On a forced injection system you are adding air pressure to you engine to increase horsepower. This is great when the engine can use that pressure. But what happens when you are under load then get off the throttle? The throttle plate shuts leaving the air in the intake system no place to go except back to the compressor wheel. A BOV allows this extra air to be released so it doesn't cause the compressor wheel to surge. Surge on the compressor wheel puts wear on compressor bearings, which after time will lead to failure. So how exactly does it work? Let's take a look shall we.



This is a diagram for a GReddy BOV. It's a pretty standard design, almost identical to the Type-S, Vortech, and many other popular BOVs. The only connection is a vacuum line from the intake manifold to the vacuum nipple on the BOV. Under vacuum condition (such as idle and decel) the vacuum pressure from the manifold opens the large valve and vents any pressure in the intake track.

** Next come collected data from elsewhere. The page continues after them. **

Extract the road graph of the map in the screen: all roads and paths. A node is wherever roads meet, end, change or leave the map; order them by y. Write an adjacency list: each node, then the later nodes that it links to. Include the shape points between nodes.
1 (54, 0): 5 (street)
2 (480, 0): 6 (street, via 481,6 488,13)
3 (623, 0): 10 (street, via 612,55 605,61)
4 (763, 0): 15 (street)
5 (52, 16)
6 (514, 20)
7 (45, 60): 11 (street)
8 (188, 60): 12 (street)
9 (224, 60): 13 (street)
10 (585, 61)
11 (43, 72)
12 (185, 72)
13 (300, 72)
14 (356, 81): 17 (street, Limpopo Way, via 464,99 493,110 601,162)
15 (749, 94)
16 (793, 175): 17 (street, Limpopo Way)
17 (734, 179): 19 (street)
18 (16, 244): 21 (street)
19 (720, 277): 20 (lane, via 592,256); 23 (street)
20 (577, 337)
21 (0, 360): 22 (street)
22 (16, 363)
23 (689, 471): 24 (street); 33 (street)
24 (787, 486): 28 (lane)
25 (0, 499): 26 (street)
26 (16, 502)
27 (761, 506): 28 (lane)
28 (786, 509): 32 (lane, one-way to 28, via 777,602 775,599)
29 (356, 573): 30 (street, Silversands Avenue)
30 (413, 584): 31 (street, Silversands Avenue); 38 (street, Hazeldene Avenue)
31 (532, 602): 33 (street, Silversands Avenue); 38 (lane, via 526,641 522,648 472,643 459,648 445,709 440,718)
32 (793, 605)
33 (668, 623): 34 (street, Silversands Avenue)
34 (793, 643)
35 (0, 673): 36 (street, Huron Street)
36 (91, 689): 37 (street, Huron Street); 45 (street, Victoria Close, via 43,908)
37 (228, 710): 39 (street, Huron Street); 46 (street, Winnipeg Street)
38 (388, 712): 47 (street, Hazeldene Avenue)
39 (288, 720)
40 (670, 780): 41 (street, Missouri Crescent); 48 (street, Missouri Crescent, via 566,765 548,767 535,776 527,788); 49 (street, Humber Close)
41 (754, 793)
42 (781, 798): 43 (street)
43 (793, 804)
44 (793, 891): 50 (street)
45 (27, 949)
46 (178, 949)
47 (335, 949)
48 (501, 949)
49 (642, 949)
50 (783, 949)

Under boost, there is pressure applied to the diaphragm of the valve which keeps the BOV valve shut. So it's holding boost when you want it to (full throttle), and once you get off the gas, it opens the valve and releases the extra pressure you don't want.

The only difference between a blow off valve and a by-pass valve is that with a by-pass valve the extra boost pressure that is released is sent back into the intake track before the turbo/sc where the BOV just vents it to the atmosphere.

 

Thanks for the info. More please .

 

This is nice work Scorpion. Keep it up!

 

You tha man!

 

We want more, we want more

Advantages/disadvantages between venting to atmosphere as opposed to recycling.

 

Nicely done, I'll be adding to the FAQ

 

"Looking at it you see three connections. The two on the bottom are your fuel supply and return lines, the smaller nipple on top is for your vacuum source"

Looks great, but this seems a bit unclear. The fuel return line is plumbed into the FMU and it acts as an additional restriction on top of the existing fuel pressure regulator. The fuel supply line from the pump to the rail is 100% unmolested. However, you could consider it a supply line to the FMU from the FPR and a return line from the FMU to the fuel tank.

Tim

 

I'll have a shot at that. On cars with Mass AirFlow sensors (not ours) they become confused it they see the air go through but it doesn't get to the engine. Not sure of specifics but it's not relevant to us anyway.

The 'advantage' of venting to air is that fully sick blow off valve sound. The 'advantage' of plumb back is a reduction of that dumbass sound. It all depends what you like.

Also, some authorities have a requirement that says once air enters your system via a filter it should not be released unfiltered except via the exhaust. I believe this comes from the old days when people used draw through carburettors on turbos and vented air/fuel mix to atmosphere. Very dangerous in an engine bay. I think these days the only possible relevance is to do with oil contamination from the filter or turbo but it is a rule in some places nonetheless.

Other than that there is very little difference.

 

Anyone can let us know how a boost selenoid controls the waste gate and what are the limitations on max/min. boost depending on the WG spring?
Let me say my WG spring allows me to run 8psi max without any BC, what is the min and max boost I can run with it?